A script to separate out file names from the path?

Discussion in 'Perl Misc' started by Rich Grise, Dec 11, 2006.

  1. Rich Grise

    Rich Grise Guest

    I have a collection of about 6000 files that need to be reorganized.
    These have been strewn all over the place, from CDs to various partitions
    and subdirectories on different workstations, to a pile of various
    subdirectories from our Samba server, and what-not.

    They're all on different depths of subdir, and I'm almost certain that
    there's a lot of redundancy - I've got a list that looks something like
    this example:

    /Collection/a/b/c/d/file1
    /Collection/a/b/c/d/file2
    /Collection/a/b/c/d/file3
    /Collection/a/b/c/d/file4
    /Collection/a/b/c/e/file4
    /Collection/a/b/c/e/file5
    /Collection/e/f/g/file4
    /Collection/e/f/g/file5
    /Collection/e/f/g/file6
    /Collection/e/f/g/file7

    and so on; as you can see, they're at different subdir depths;
    what I want to do, if possible, is to take this array, split out
    only the last component (after some unknown number of '/', but
    the last one in the string), put it in the front of a new
    string, then concatenate the original line;

    The ultimate goal is to sort these by filename - I could kill
    a lot of reduncancy pretty easy that way.

    But it turns out, what I've been trying to do is use
    for (<>) {
    my @line = split(/\//,$_);
    my $count = @line;
    print (@line[$count-1], " : ", $_);
    }

    doesn't seem to accomplish what I think it should.
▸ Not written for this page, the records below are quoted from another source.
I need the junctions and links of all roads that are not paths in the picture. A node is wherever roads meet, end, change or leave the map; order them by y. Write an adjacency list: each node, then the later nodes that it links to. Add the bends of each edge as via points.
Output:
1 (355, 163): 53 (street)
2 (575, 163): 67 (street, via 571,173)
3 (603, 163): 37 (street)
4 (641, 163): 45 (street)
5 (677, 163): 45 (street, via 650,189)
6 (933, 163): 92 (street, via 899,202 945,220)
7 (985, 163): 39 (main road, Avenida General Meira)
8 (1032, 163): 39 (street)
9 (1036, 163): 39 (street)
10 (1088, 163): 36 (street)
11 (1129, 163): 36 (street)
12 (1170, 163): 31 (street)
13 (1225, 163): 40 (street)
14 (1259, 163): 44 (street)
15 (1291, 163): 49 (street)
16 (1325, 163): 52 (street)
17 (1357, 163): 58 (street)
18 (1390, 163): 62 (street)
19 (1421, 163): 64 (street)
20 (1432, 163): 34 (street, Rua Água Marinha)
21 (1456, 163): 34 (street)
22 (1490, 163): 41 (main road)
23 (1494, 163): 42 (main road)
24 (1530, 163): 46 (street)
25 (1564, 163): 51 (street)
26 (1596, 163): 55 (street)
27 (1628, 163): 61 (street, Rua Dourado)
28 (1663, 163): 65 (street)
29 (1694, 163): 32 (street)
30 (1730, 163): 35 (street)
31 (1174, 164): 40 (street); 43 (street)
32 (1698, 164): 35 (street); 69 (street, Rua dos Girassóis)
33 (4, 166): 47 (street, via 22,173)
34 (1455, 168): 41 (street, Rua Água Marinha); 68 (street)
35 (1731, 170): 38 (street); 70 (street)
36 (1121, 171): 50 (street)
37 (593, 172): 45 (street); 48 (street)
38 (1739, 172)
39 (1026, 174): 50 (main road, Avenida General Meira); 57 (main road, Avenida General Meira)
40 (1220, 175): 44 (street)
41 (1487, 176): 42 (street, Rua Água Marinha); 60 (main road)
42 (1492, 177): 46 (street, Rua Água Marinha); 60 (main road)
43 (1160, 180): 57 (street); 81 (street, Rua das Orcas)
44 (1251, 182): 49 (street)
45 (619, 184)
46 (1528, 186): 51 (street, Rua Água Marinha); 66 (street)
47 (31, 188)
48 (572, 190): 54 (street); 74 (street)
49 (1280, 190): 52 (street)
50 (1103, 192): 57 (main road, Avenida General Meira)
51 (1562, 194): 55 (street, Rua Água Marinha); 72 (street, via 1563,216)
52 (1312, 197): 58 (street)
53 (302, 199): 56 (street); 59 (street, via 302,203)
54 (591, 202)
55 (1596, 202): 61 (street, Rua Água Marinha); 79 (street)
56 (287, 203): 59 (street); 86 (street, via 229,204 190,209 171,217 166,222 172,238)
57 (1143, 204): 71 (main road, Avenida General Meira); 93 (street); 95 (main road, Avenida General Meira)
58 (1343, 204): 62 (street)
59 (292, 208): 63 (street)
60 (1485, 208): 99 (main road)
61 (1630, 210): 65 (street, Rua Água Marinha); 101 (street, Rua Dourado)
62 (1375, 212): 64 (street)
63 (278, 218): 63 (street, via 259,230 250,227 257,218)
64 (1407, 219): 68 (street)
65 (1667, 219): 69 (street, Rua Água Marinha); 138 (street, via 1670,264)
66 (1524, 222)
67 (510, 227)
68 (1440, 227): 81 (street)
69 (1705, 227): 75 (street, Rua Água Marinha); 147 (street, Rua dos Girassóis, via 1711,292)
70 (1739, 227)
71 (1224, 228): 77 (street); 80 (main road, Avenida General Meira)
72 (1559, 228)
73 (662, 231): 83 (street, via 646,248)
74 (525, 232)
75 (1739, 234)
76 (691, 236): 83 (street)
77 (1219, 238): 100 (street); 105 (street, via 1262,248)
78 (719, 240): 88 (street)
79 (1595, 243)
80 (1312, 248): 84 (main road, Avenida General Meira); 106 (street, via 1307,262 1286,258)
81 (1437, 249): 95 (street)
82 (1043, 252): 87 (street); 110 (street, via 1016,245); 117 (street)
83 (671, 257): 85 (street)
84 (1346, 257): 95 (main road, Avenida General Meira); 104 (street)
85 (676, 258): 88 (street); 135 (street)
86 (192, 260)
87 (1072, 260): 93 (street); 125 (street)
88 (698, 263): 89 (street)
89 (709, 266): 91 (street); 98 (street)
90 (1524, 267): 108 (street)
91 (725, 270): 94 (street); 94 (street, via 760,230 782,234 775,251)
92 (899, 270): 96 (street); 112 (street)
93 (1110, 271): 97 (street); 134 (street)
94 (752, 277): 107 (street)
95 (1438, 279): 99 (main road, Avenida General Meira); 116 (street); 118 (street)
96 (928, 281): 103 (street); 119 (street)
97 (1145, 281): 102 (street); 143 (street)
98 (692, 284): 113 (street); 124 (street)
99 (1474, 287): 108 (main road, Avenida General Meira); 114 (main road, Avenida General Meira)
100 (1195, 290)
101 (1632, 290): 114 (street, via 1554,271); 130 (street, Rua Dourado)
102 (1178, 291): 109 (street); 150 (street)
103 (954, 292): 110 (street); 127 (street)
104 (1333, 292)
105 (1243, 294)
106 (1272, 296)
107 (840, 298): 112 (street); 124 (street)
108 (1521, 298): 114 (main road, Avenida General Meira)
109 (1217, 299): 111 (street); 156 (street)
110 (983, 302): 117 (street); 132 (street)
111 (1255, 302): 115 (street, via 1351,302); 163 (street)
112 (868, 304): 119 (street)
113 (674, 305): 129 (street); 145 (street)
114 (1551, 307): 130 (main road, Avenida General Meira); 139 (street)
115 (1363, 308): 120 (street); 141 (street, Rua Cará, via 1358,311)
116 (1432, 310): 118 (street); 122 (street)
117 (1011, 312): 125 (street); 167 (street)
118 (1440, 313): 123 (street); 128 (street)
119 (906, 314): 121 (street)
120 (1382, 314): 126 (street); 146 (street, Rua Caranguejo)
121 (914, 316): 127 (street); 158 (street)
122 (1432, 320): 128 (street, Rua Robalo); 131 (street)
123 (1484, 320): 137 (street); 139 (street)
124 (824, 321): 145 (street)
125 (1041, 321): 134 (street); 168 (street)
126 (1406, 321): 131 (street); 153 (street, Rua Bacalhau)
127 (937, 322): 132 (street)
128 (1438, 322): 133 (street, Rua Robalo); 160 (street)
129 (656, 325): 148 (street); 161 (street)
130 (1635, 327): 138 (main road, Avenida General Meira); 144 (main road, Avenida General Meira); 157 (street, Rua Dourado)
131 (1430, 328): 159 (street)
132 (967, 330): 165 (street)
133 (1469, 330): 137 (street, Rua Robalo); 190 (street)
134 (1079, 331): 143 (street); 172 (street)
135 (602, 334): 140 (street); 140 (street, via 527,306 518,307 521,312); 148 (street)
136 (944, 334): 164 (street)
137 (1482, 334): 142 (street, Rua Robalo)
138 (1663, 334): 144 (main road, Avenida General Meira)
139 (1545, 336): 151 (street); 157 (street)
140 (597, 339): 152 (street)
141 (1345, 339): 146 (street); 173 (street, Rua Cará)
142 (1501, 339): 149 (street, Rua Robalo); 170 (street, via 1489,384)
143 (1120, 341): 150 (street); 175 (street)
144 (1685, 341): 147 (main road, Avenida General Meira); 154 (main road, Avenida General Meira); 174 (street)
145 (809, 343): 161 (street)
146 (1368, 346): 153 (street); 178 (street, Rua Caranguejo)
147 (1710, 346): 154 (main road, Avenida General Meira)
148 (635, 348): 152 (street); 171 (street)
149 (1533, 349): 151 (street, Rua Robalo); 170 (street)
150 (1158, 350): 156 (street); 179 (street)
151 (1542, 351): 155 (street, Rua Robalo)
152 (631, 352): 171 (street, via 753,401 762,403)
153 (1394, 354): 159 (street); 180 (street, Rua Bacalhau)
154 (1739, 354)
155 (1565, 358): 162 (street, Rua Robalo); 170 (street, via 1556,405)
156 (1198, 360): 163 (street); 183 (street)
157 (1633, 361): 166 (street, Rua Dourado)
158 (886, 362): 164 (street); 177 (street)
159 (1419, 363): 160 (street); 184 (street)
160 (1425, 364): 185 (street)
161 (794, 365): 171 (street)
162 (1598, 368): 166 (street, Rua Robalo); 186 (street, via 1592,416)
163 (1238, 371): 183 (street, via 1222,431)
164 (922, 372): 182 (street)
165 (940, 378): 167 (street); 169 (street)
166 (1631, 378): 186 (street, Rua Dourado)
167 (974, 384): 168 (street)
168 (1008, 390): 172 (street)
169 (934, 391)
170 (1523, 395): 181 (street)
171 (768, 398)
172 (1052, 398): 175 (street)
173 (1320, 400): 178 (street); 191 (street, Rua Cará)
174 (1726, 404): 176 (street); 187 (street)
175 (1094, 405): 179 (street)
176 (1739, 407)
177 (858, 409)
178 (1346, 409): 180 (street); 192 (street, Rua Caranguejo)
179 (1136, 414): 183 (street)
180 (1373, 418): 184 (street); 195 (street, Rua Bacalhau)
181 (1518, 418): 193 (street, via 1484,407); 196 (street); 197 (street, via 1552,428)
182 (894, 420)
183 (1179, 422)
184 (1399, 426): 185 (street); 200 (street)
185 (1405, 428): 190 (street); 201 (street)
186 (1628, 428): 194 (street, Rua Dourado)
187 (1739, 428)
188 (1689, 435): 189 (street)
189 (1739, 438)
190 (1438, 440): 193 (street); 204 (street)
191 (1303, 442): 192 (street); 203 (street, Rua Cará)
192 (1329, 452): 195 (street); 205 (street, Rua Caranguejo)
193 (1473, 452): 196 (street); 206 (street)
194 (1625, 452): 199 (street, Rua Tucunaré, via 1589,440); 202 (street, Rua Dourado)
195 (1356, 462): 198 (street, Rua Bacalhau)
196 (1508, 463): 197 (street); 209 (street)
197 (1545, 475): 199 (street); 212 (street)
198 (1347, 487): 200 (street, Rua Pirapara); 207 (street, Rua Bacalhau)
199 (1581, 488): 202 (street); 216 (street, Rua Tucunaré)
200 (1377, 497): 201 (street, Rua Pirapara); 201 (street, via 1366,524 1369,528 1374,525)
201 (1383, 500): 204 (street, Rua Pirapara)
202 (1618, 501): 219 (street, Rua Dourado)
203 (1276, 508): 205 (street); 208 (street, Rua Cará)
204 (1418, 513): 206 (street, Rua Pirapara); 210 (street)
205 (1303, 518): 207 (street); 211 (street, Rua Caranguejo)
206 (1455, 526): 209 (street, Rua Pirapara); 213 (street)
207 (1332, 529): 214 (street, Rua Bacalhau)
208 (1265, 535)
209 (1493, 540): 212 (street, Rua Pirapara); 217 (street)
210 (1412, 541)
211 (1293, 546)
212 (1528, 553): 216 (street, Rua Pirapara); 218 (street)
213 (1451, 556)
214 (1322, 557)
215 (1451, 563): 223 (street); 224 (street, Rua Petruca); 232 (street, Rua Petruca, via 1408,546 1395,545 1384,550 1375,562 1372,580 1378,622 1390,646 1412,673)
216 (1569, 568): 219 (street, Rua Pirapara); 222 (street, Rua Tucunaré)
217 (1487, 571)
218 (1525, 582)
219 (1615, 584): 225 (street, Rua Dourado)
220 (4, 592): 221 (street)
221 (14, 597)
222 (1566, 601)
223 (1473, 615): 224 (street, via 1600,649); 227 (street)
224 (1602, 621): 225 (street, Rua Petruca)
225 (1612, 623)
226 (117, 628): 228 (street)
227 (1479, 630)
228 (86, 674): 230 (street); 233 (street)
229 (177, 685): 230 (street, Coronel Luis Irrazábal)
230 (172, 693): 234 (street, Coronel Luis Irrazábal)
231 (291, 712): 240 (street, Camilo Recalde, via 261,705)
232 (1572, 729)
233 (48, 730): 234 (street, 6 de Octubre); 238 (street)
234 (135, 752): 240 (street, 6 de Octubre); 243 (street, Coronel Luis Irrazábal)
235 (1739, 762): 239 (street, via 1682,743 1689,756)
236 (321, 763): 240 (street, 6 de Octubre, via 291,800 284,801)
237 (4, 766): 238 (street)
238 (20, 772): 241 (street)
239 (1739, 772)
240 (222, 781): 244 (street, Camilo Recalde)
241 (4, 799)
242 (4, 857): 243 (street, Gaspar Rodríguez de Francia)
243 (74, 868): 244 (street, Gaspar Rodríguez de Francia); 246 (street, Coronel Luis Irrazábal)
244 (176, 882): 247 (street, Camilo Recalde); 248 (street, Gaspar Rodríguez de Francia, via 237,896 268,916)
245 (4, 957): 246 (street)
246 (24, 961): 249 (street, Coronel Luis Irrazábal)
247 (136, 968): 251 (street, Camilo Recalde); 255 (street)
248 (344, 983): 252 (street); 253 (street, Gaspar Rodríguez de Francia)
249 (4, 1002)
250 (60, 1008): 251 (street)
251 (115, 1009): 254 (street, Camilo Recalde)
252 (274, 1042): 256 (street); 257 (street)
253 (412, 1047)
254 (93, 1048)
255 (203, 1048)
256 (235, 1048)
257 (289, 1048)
Here's the
    script I've got so far:

    #!/usr/bin/perl

    while (<>) {
    $input = chop($_);
    @line = split(/\//,$input);
    $count = @line;
    print ("count = ", $count, "\n");

    # foreach $item(@line) {
    # print (" item = ", $item);
    # }
    # print ("count = ", $count, " ");

    # for ($i = 0; $i < $count; $i++) {
    # print (" item ", $i, " = ", @line[$i], " ");
    # }

    # $myitem = @line[$count-1];

    # print (@line[$count-1]);

    # print ": ";
    # print $input;
    # print "\n";
    }


    As you can seem I've tried variations on this, and nothing I've
    tried yet has done what I want.

    Here's the input (example):

    /Collection/a/b/c/d/file1
    /Collection/a/b/c/d/file2
    /Collection/a/b/c/d/file3
    /Collection/a/b/c/d/file4
    /Collection/a/b/c/e/file4
    /Collection/a/b/c/e/file5
    /Collection/e/f/g/file4
    /Collection/e/f/g/file5
    /Collection/e/f/g/file6
    /Collection/e/f/g/file7

    And here's what I want the output to look like:

    file1 : /Collection/a/b/c/d/file1
    file2 : /Collection/a/b/c/d/file2
    file3 : /Collection/a/b/c/d/file3
    file4 : /Collection/a/b/c/d/file4
    file4 : /Collection/a/b/c/e/file4
    file5 : /Collection/a/b/c/e/file5
    file4 : /Collection/e/f/g/file4
    file5 : /Collection/e/f/g/file5
    file6 : /Collection/e/f/g/file6
    file7 : /Collection/e/f/g/file7

    Which I could sort, and track down the duplicates.

    But I'm stuck on rearranging the strings. )-;

    Would anyone wish to be so kind as to volunteer to do my homework for me?

    Thanks,
    Rich
    Rich Grise, Dec 11, 2006
    #1
    1. Advertising

  2. Rich Grise

    Guest

    Rich Grise wrote:
    > A script to separate out file names from the path?


    The module File::Basename is part of your standard Perl distribution.

    --
    The best way to get a good answer is to ask a good question.
    David Filmer (http://DavidFilmer.com)
    , Dec 11, 2006
    #2
    1. Advertising

  3. Rich Grise

    J. Gleixner Guest

    Rich Grise wrote:
    [...]
    > The ultimate goal is to sort these by filename - I could kill
    > a lot of reduncancy pretty easy that way.
    >
    > But it turns out, what I've been trying to do is use
    > for (<>) {
    > my @line = split(/\//,$_);
    > my $count = @line;
    > print (@line[$count-1], " : ", $_);
    > }


    You can use a negative index.

    my @arr = qw(a b c d e);
    print $arr[-1];

    Will print: e

    Note: It's $line[] not @line[].

    And since split returns a list, you could get the last item:

    my $last_item = ( split /\// ) [-1];


    > Would anyone wish to be so kind as to volunteer to do my homework for me?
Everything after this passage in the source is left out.